#### Work required:
Count how many lines of the listing contain "الزخارف", then give that number and nothing more.

#### Listed entries:

==============================

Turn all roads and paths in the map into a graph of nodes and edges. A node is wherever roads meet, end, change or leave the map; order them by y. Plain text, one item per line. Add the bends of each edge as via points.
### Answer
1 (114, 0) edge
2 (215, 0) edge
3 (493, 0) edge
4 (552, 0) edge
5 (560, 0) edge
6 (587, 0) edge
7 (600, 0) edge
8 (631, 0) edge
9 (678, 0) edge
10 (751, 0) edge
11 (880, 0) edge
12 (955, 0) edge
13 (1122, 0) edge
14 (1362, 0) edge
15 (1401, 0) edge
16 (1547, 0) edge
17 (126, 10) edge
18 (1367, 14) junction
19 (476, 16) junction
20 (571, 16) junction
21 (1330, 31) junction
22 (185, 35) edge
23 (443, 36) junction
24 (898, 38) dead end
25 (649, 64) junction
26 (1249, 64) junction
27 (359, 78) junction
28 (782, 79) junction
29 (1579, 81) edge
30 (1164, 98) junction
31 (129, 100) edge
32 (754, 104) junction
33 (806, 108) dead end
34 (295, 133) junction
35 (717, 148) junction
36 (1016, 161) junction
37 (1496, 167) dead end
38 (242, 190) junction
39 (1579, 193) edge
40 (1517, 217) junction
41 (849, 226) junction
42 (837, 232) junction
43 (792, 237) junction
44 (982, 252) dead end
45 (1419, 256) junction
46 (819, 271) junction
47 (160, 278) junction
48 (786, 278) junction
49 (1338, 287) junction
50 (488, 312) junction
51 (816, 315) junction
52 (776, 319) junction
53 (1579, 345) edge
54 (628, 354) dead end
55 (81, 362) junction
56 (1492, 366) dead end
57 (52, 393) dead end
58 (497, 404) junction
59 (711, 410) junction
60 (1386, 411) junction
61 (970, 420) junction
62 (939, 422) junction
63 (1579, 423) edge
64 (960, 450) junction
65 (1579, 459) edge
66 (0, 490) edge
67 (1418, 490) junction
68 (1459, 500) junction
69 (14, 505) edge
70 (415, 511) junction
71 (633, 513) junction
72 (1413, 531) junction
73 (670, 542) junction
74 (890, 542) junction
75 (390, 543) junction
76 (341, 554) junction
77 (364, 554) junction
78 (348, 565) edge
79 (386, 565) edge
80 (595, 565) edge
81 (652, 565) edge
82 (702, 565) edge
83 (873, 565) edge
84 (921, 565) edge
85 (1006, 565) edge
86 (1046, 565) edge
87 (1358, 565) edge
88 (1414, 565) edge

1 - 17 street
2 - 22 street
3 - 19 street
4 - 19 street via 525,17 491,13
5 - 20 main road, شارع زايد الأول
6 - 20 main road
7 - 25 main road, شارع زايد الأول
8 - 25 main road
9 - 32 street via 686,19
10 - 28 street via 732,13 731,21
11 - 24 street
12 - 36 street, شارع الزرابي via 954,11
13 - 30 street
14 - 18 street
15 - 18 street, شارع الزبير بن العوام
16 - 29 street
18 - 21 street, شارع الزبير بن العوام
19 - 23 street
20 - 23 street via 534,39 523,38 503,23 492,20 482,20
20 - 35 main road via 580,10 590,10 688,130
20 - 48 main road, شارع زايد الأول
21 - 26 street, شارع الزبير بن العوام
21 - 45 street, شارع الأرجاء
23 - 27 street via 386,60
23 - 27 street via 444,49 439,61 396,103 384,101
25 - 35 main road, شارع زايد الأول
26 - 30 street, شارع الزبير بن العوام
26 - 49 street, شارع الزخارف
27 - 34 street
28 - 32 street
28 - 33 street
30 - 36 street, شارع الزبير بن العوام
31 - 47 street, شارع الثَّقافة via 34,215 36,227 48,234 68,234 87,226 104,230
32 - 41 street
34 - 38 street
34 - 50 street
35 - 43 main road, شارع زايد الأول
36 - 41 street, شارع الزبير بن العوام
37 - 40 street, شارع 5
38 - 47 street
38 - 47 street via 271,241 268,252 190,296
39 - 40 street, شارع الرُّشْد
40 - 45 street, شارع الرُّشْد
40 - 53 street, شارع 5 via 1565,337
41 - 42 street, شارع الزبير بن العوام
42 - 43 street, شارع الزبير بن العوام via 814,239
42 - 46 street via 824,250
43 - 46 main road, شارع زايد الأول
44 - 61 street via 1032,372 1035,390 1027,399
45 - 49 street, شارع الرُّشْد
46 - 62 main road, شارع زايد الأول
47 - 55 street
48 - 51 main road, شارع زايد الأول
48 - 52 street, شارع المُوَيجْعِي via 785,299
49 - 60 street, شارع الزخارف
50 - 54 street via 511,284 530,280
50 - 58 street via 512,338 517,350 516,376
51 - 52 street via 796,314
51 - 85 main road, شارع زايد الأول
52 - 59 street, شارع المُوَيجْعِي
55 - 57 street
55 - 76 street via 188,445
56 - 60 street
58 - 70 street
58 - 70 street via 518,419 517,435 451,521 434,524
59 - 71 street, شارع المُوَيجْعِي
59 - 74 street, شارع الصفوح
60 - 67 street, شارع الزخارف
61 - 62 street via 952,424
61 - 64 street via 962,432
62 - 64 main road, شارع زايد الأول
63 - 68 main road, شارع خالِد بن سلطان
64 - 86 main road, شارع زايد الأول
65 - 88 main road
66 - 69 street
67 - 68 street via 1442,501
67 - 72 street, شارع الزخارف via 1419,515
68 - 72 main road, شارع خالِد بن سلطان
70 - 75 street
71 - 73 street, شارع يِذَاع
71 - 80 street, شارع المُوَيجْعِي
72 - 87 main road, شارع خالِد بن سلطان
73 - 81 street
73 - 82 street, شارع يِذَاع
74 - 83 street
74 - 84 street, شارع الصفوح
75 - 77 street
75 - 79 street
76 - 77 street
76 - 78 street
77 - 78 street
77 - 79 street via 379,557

==============================

#### Result:
4